Current Account Suram, Rupiah Terlemah di Asia

Hidayat Setiaji, CNBC Indonesia
04 October 2018 12:38
Current Account Suram, Rupiah Terlemah di Asia
Foto: Ilustrasi Money Changer (CNBC Indonesia/Andrean Kristianto)
Jakarta, CNBC Indonesia - Nilai tukar rupiah terhadap dolar Amerika Serikat (AS) terus melemah. Faktor eksternal dan domestik menjadi beban berat bagi rupiah. 

Pada Kamis (4/10/2018) pukul 12:00 WIB, US$ 1 dibanderol Rp 15.180 di perdagangan pasar spot. Rupiah melemah 0,73% dibandingkan posisi penutupan perdagangan hari sebelumnya. 

Kini rupiah menyentuh posisi terlemahnya sepanjang 2018. Lebih jauh, rupiah juga berada di posisi terlemah sejak 10 Juli 1998 atau 20 tahun lalu. 

Rupiah melemah 0,17% kala pembukaan pasar spot. Tidak lama setelah pembukaan, rupiah melemah dan dolar AS pun menembus level Rp 15.100. 

Seiring perjalanan, depresiasi rupiah semakin dalam. Hingga tengah hari ini, posisi terlemah rupiah ada di Rp 15.180/US$ sementara terkuatnya adalah Rp 15.180/US$. 

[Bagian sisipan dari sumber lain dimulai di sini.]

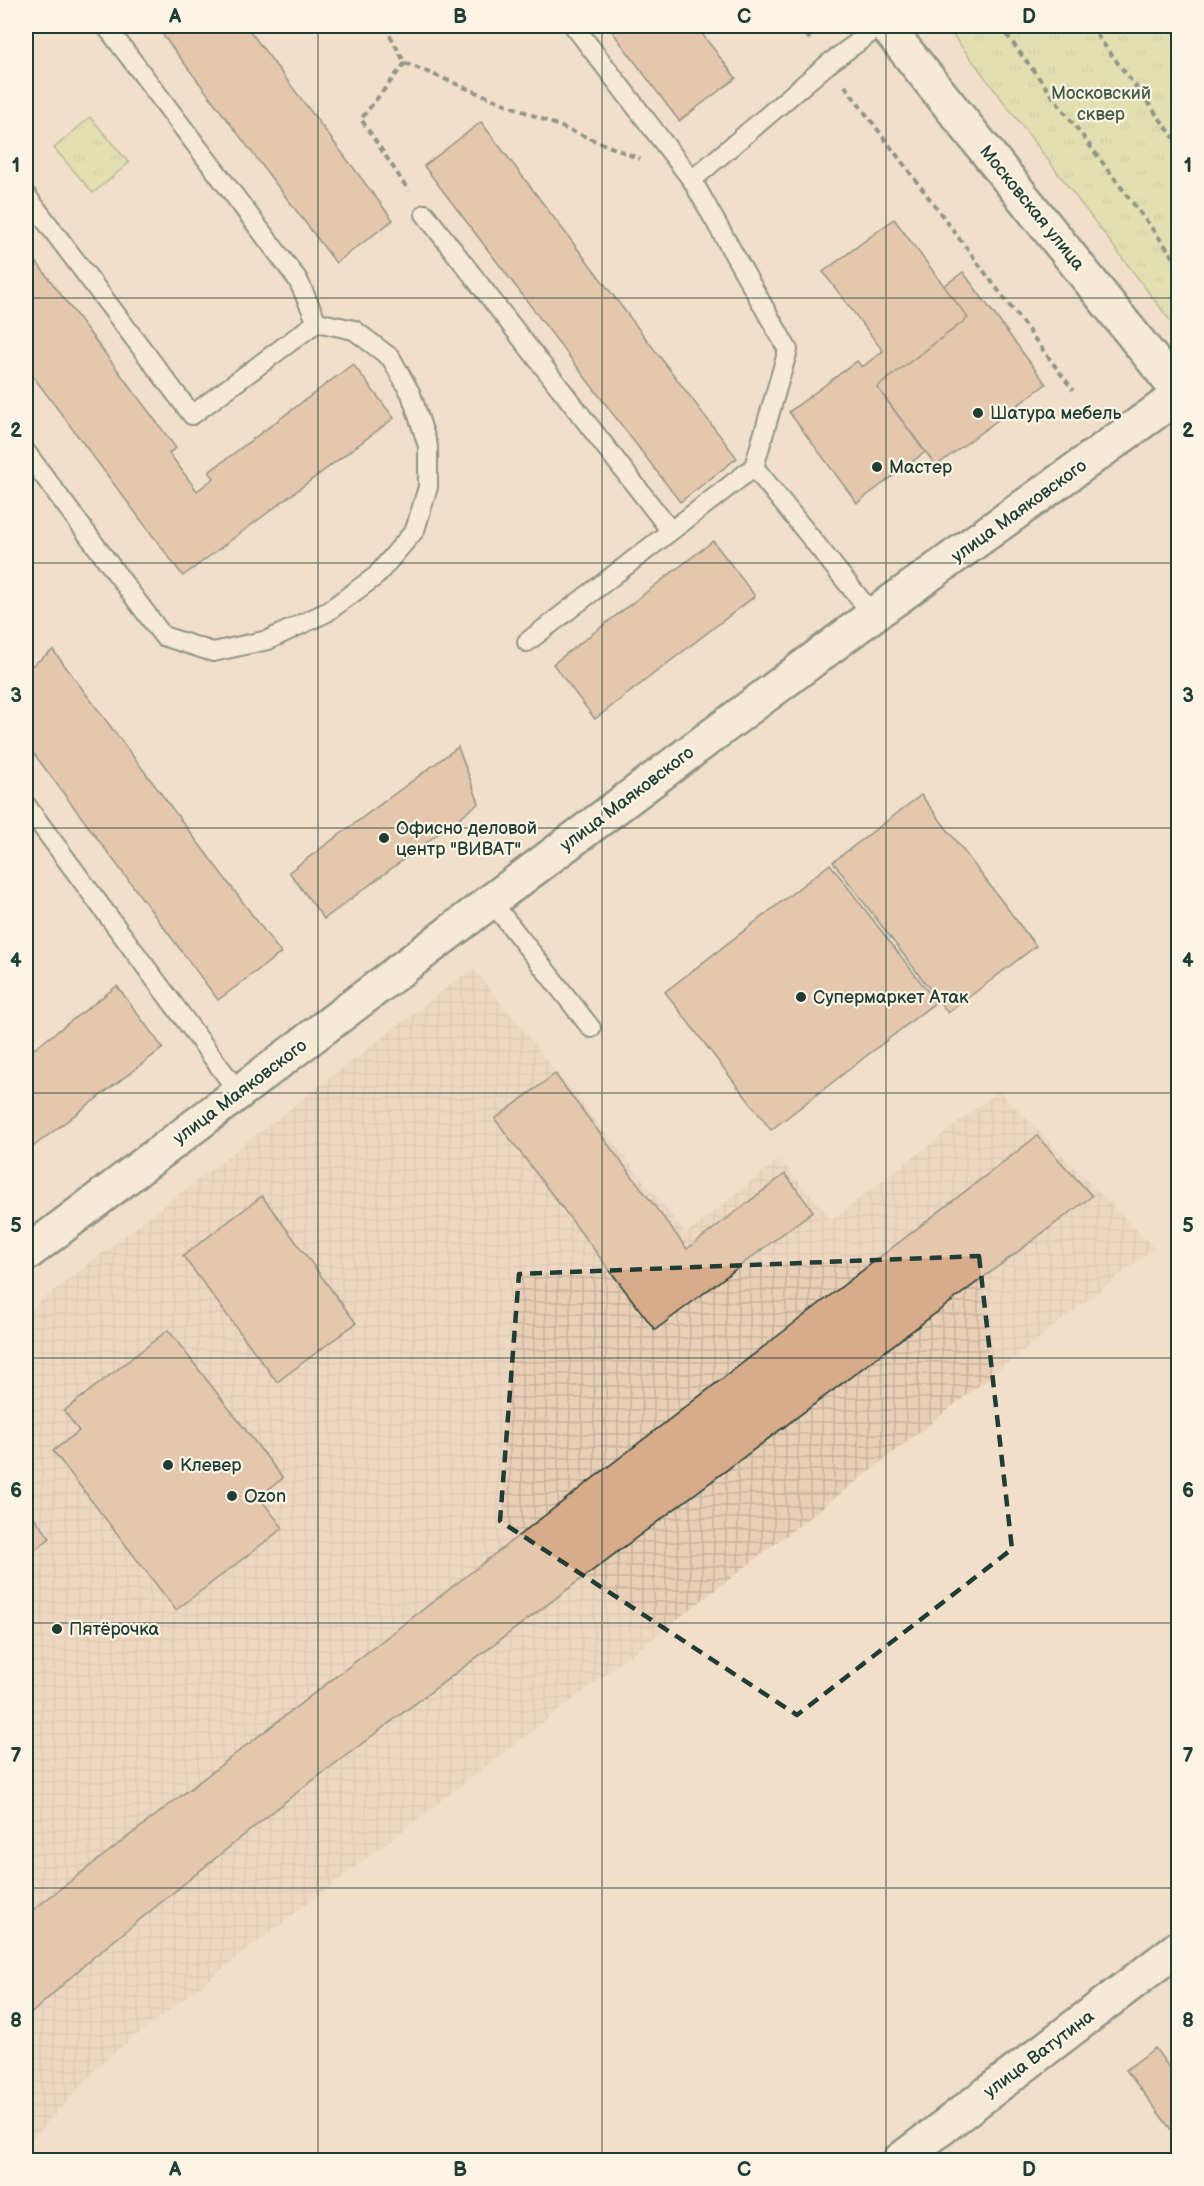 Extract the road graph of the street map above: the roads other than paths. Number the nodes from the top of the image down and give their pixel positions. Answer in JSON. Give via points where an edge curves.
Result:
{"nodes":[{"id":1,"x":106,"y":26,"type":"edge"},
{"id":2,"x":574,"y":26,"type":"edge"},
{"id":3,"x":880,"y":26,"type":"edge"},
{"id":4,"x":886,"y":26,"type":"edge"},
{"id":5,"x":692,"y":180,"type":"junction"},
{"id":6,"x":26,"y":195,"type":"edge"},
{"id":7,"x":425,"y":214,"type":"road end"},
{"id":8,"x":317,"y":322,"type":"junction"},
{"id":9,"x":1179,"y":391,"type":"edge"},
{"id":10,"x":1179,"y":396,"type":"edge"},
{"id":11,"x":26,"y":452,"type":"edge"},
{"id":12,"x":754,"y":467,"type":"junction"},
{"id":13,"x":670,"y":530,"type":"junction"},
{"id":14,"x":873,"y":615,"type":"junction"},
{"id":15,"x":527,"y":642,"type":"dead end"},
{"id":16,"x":26,"y":805,"type":"edge"},
{"id":17,"x":491,"y":901,"type":"junction"},
{"id":18,"x":591,"y":1028,"type":"dead end"},
{"id":19,"x":239,"y":1093,"type":"junction"},
{"id":20,"x":26,"y":1254,"type":"edge"},
{"id":21,"x":1179,"y":1948,"type":"edge"},
{"id":22,"x":900,"y":2160,"type":"edge"}],
"edges":[{"from":1,"to":8,"type":"lane","via":[[298,280]]},
{"from":2,"to":5,"type":"lane"},
{"from":3,"to":5,"type":"lane","via":[[828,64]]},
{"from":4,"to":9,"type":"street","name":"Московская улица"},
{"from":5,"to":12,"type":"lane","via":[[789,350]]},
{"from":6,"to":8,"type":"lane","via":[[192,415]]},
{"from":7,"to":13,"type":"lane"},
{"from":8,"to":11,"type":"lane","via":[[354,330],[391,358],[411,394],[429,446],[428,487],[415,530],[376,576],[327,612],[268,640],[213,652],[163,636]]},
{"from":10,"to":14,"type":"street","name":"улица Маяковского"},
{"from":12,"to":13,"type":"lane"},
{"from":12,"to":14,"type":"lane"},
{"from":13,"to":15,"type":"lane"},
{"from":14,"to":17,"type":"street","name":"улица Маяковского"},
{"from":16,"to":19,"type":"lane"},
{"from":17,"to":18,"type":"lane"},
{"from":17,"to":19,"type":"street","name":"улица Маяковского"},
{"from":19,"to":20,"type":"street","name":"улица Маяковского"},
{"from":21,"to":22,"type":"street","name":"улица Ватутина"}]} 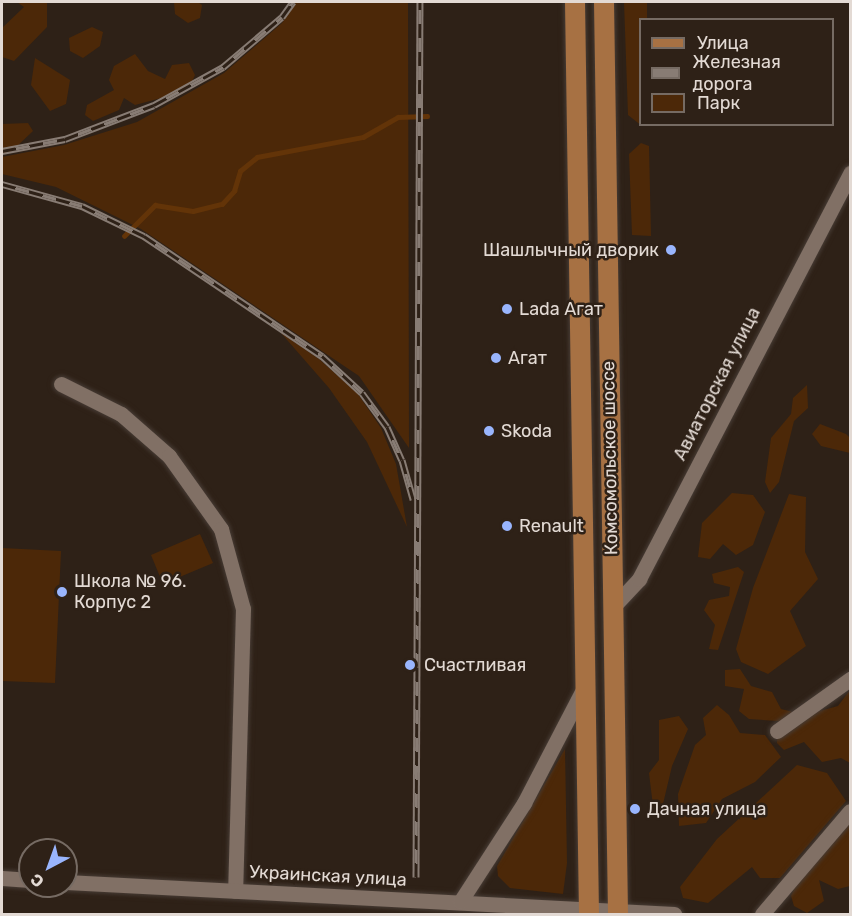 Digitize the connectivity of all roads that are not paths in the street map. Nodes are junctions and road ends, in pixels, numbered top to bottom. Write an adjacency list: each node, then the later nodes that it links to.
1 (575, 2): 7 (main road, Комсомольское шоссе)
2 (604, 2): 5 (main road, Комсомольское шоссе)
3 (850, 173): 5 (street, Авиаторская улица)
4 (62, 384): 13 (street)
5 (612, 608): 16 (main road, Комсомольское шоссе)
6 (850, 679): 8 (street)
7 (586, 684): 14 (street); 15 (main road, Комсомольское шоссе)
8 (777, 731)
9 (850, 811): 18 (street)
10 (2, 878): 11 (street)
11 (18, 879)
12 (78, 883): 13 (street, Украинская улица)
13 (236, 891): 14 (street, Украинская улица)
14 (460, 902): 15 (street, Украинская улица)
15 (589, 911): 16 (street, Украинская улица)
16 (618, 912): 17 (street, Украинская улица)
17 (674, 915)
18 (762, 915)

Berikut perkembangan kurs dolar AS terhadap rupiah hingga pukul 12:06 WIB: 



Hari ini rupiah tidak melemah sendirian. Kecuali yen Jepang, seluruh mata uang Asia terdepresiasi. 

Namun dengan depresiasi 0,73%, rupiah jadi mata uang dengan pelemahan terdalam di Asia. Disusul oleh rupee India dan won Korea Selatan. 

Berikut perkembangan kurs dolar AS terhadap sejumlah mata uang utama Asia pada pukul 12:11 WIB: 

 

Rupiah terpukul luar-dalam. Dari luar, keperkasaan dolar AS memang belum terbendung. Dollar Index (yang mencerminkan posisi greenback terhadap enam mata uang utama dunia) menguat 0,34% pada pukul 12:18 WIB. 

Data-data ekonomi AS yang terus positif menjadi penopang penguatan dolar AS. Berdasarkan survei ADP, perekonomian AS menciptakan 230.000 lapangan kerja sepanjang September. Ini adalah angka tertinggi sejak Februari. 

Kemudian survei Institute of Supply Management (ISM) menyebutkan indeks aktivitas non-manufaktur pada September sebesar 61,6 atau naik 3,1 poin dibandingkan bulan sebelumnya. Angka ini merupakan yang tertinggi sejak Agustus 1997. 

Data-data ini semakin mempertegas klaim The Federal Reserve/The Fed bahwa ekonomi Negeri Paman Sam kini sedang dalam masa-masa indah. Angka pengangguran rendah, tetapi di saat yang sama inflasi juga terkendali. 

Dalam sebuah seminar di Boston, Gubernur The Fed Jerome Powell menyatakan bahwa prospek ekonomi AS sangat positif. Kondisi ini disebutnya cukup langka sepanjang sejarah Negeri Paman Sam. 

Kelangkaan itu adalah angka pengangguran rendah, di bawah 4%, tetapi inflasi juga relatif terkendali. Peningkatan permintaan karena kenaikan pendapatan masyarakat tidak menyebabkan tekanan inflasi yang berlebihan, inflasi masih sehat. 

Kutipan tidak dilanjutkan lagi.